**ACTIVITY:** Give a bare count of the lines with "bridge" in the material below.

**DATA UNDER STUDY:**
************

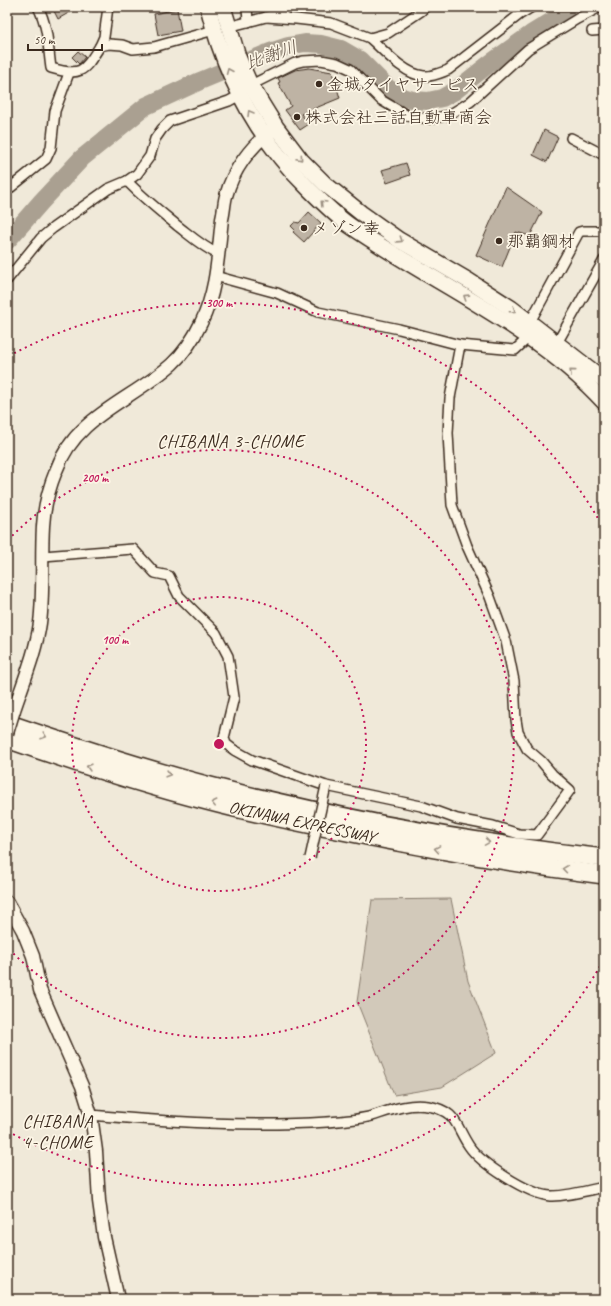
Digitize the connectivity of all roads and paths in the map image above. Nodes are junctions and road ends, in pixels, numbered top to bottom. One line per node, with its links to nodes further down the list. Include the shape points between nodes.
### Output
1 (38, 7): 17 (street, via 46,30 51,68)
2 (108, 7): 16 (street, via 104,37)
3 (208, 7): 12 (main road)
4 (223, 7): 12 (main road)
5 (247, 7): 11 (street)
6 (291, 7): 10 (street)
7 (425, 7): 15 (street, via 388,33)
8 (532, 7): 15 (street, via 448,70 435,75 413,74)
9 (600, 7): 18 (street, via 528,49 470,102 450,115 431,120 408,116 381,100 350,69 321,60 295,63)
10 (266, 17): 11 (street); 15 (street, via 331,23)
11 (248, 22): 12 (street)
12 (221, 29): 16 (street, via 154,47 133,49 122,45); 18 (main road)
13 (604, 30): 14 (street)
14 (592, 31)
15 (370, 38)
16 (100, 46): 17 (street, via 88,65 81,71)
17 (69, 73): 23 (street, via 55,111 51,148 46,159)
18 (244, 88): 19 (main road); 22 (street, via 229,101 170,122 155,139 150,156 143,167)
19 (270, 132): 25 (street, via 248,153 230,183); 29 (main road, one-way to 29, via 325,184 361,213 399,240 469,281); 30 (main road, one-way to 19, via 461,294 388,251 326,207 298,179)
20 (571, 138): 21 (street)
21 (604, 156)
22 (127, 181): 25 (street, via 157,209 206,248); 28 (street, via 108,190 53,228 41,238)
23 (10, 188)
24 (604, 231): 29 (street, via 579,232)
25 (218, 254): 27 (street)
26 (604, 260): 31 (street)
27 (215, 276): 32 (street, via 277,293 318,312); 35 (street, via 211,298 188,346 152,380 98,415 80,430 68,447 56,470 48,496 43,525)
28 (7, 280)
29 (530, 322): 31 (main road)
30 (528, 338): 32 (street, via 515,350); 34 (main road, one-way to 30)
31 (557, 343): 33 (main road)
32 (460, 345): 39 (street, via 450,398 448,433 452,505 506,641 514,681 518,732 527,749 570,790 537,835 519,834 457,819 421,806)
33 (604, 380)
34 (603, 399)
35 (43, 556): 36 (street, via 39,625); 39 (street, via 133,549 155,573 169,576 179,596 216,632 228,656 234,697 224,738 226,744 252,760)
36 (11, 717): 37 (street, bridge); 41 (highway, OKINAWA EXPRESSWAY, one-way to 41, via 79,748 202,784 398,828)
37 (7, 732)
38 (7, 739): 42 (highway, OKINAWA EXPRESSWAY, one-way to 38, via 488,858 294,822 207,802 73,762)
39 (326, 786): 40 (street, bridge)
40 (310, 858)
41 (604, 858)
42 (604, 874)
43 (7, 902): 44 (street, via 33,956 40,990 82,1086)
44 (91, 1115): 45 (street, via 244,1124 326,1123 350,1121 409,1106 427,1106 447,1112 454,1118 477,1156 529,1189 550,1196); 46 (street, via 104,1238)
45 (604, 1187)
46 (118, 1299)

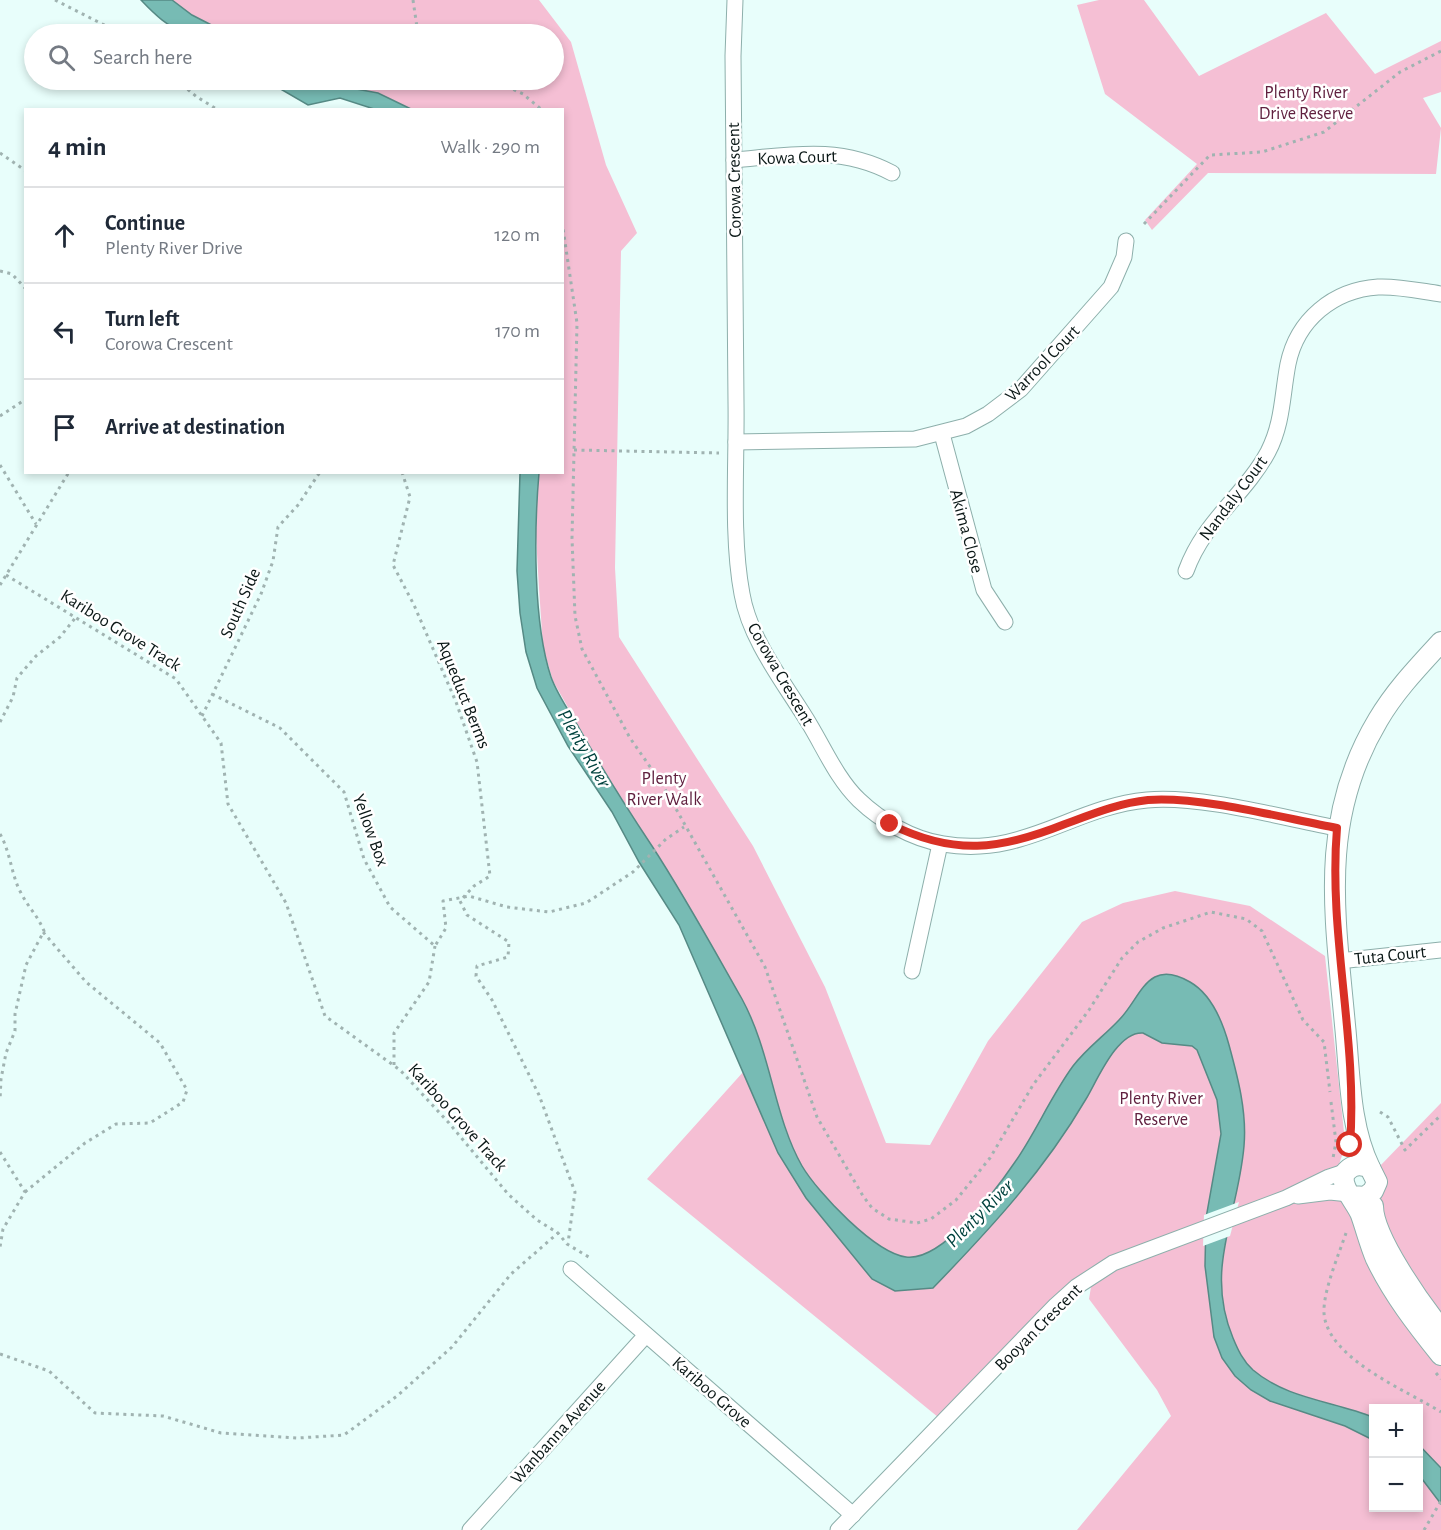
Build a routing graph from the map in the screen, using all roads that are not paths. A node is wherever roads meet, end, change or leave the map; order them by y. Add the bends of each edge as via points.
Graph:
1 (735, 0) edge
2 (734, 160) junction
3 (892, 173) dead end
4 (1126, 242) dead end
5 (1441, 294) edge
6 (942, 434) junction
7 (736, 442) junction
8 (1186, 571) dead end
9 (1005, 622) dead end
10 (1441, 642) edge
11 (1337, 828) junction
12 (940, 844) junction
13 (1441, 950) edge
14 (1339, 961) junction
15 (912, 971) dead end
16 (1353, 1104) junction
17 (1370, 1168) junction
18 (1347, 1171) junction
19 (1373, 1191) junction
20 (1350, 1195) junction
21 (1286, 1198) junction
22 (571, 1269) dead end
23 (1441, 1329) edge
24 (646, 1335) junction
25 (1441, 1355) edge
26 (853, 1515) junction
27 (470, 1530) edge
28 (838, 1530) edge

1 - 2 street, Corowa Crescent
2 - 3 street, Kowa Court via 833,154 864,159
2 - 7 street, Corowa Crescent
4 - 6 street, Warrool Court via 1111,287 1021,389 988,414
5 - 8 street, Nandaly Court via 1395,288 1364,289 1346,294 1317,311 1292,349 1281,419 1268,452 1199,541
6 - 7 street, Warrool Court via 894,441
6 - 9 street, Akima Close via 984,590
7 - 12 street, Corowa Crescent via 740,578 742,597 756,633 855,796 890,824
10 - 11 street via 1400,687 1378,719 1351,778
11 - 12 street, Corowa Crescent via 1209,805 1149,800 1109,808 1009,844
11 - 14 street via 1334,876
12 - 15 street
13 - 14 street, Tuta Court
14 - 16 street
16 - 17 street via 1362,1153
16 - 18 street
17 - 18 street via 1355,1166
17 - 19 street via 1377,1182
18 - 20 street via 1343,1183
18 - 21 street, Booyan Crescent
19 - 20 street via 1361,1198
19 - 23 street via 1376,1222 1411,1288
20 - 21 street, Booyan Crescent via 1330,1192
20 - 25 street via 1391,1289
21 - 26 street, Booyan Crescent via 1138,1253 1094,1274 1056,1305
22 - 24 street, Kariboo Grove
24 - 26 street, Kariboo Grove
24 - 27 street, Wanbanna Avenue
26 - 28 street, Booyan Crescent

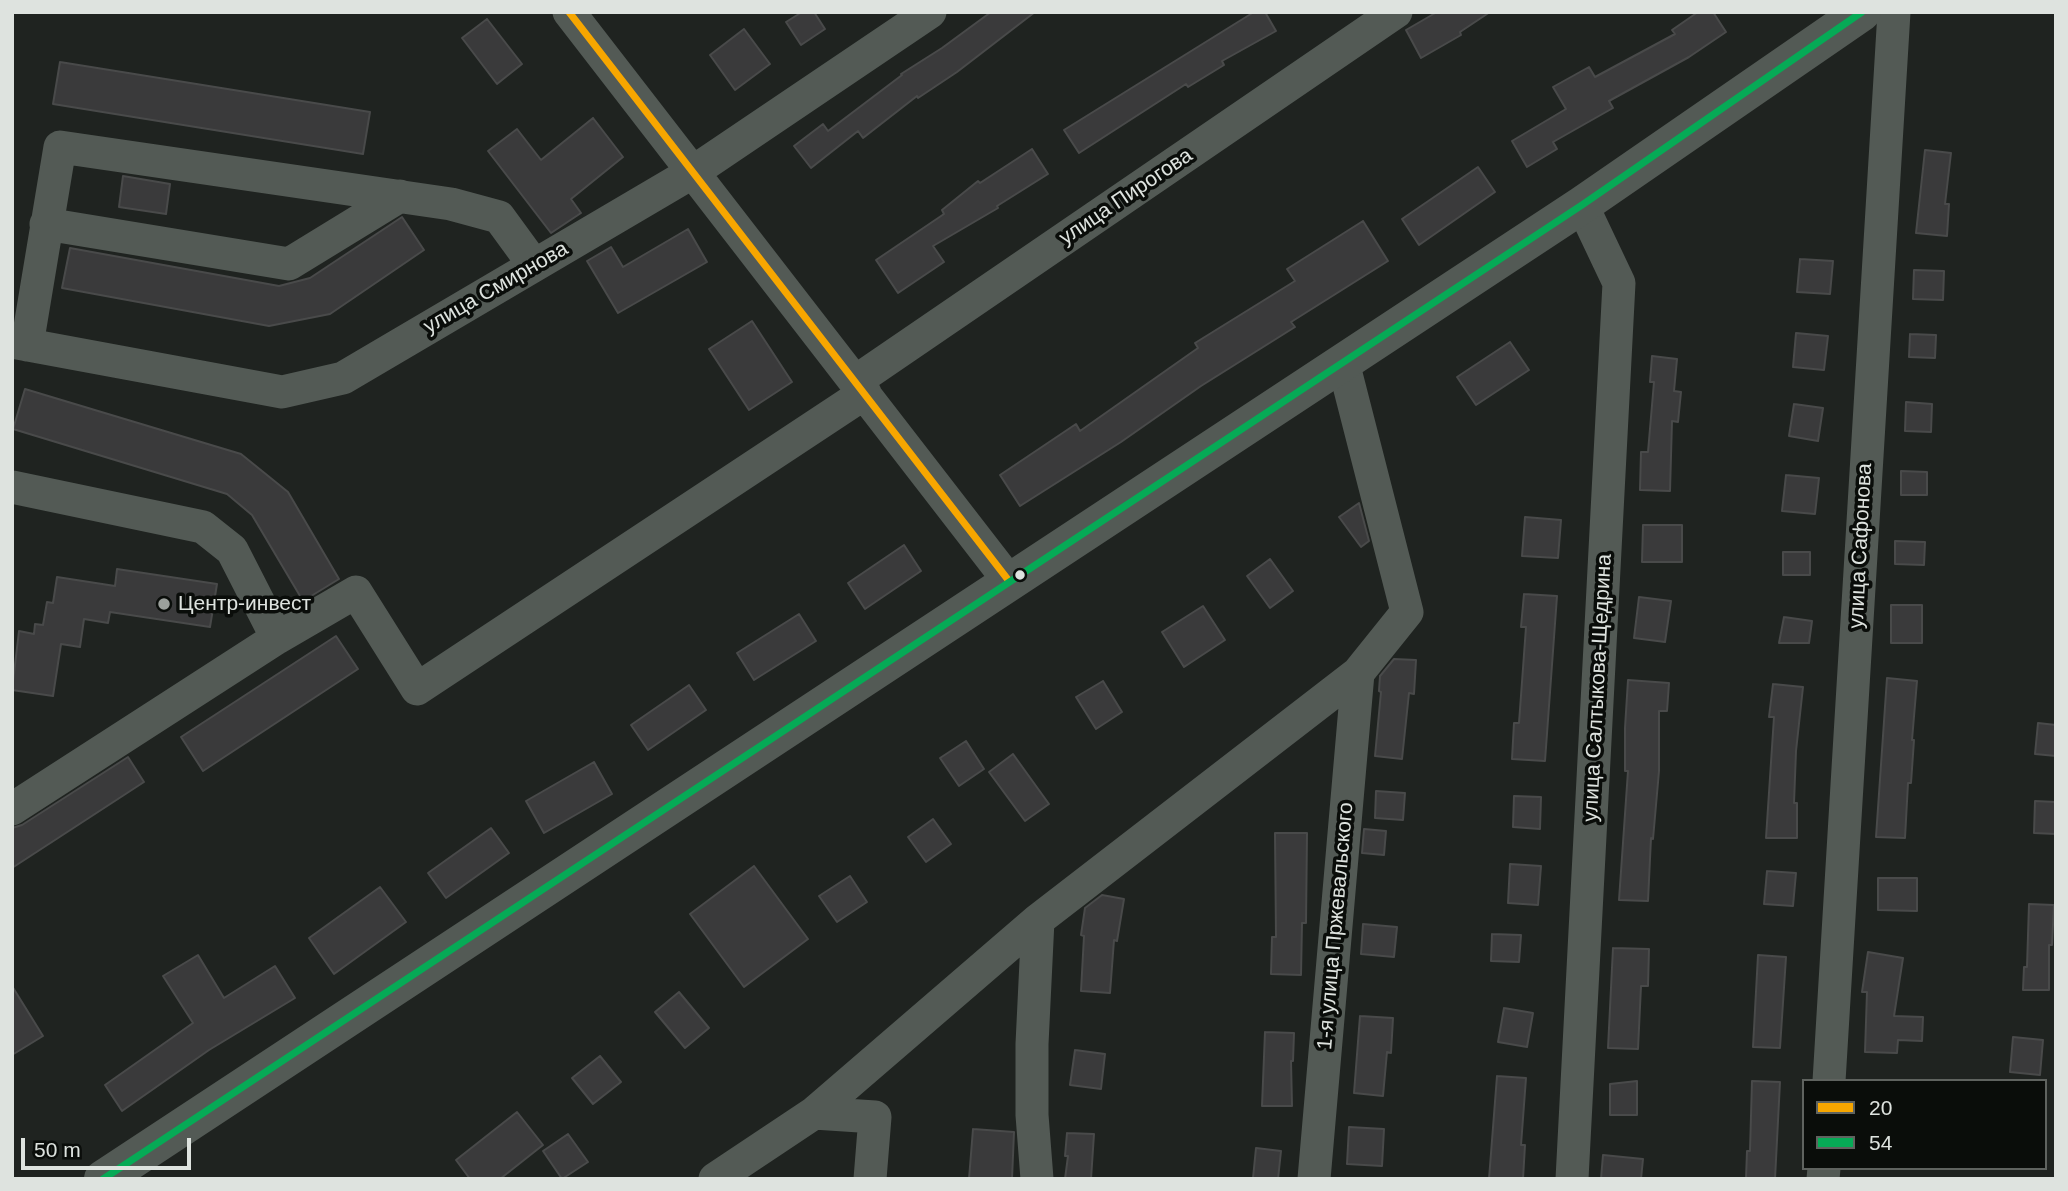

************

**ANSWER SPACE:** 2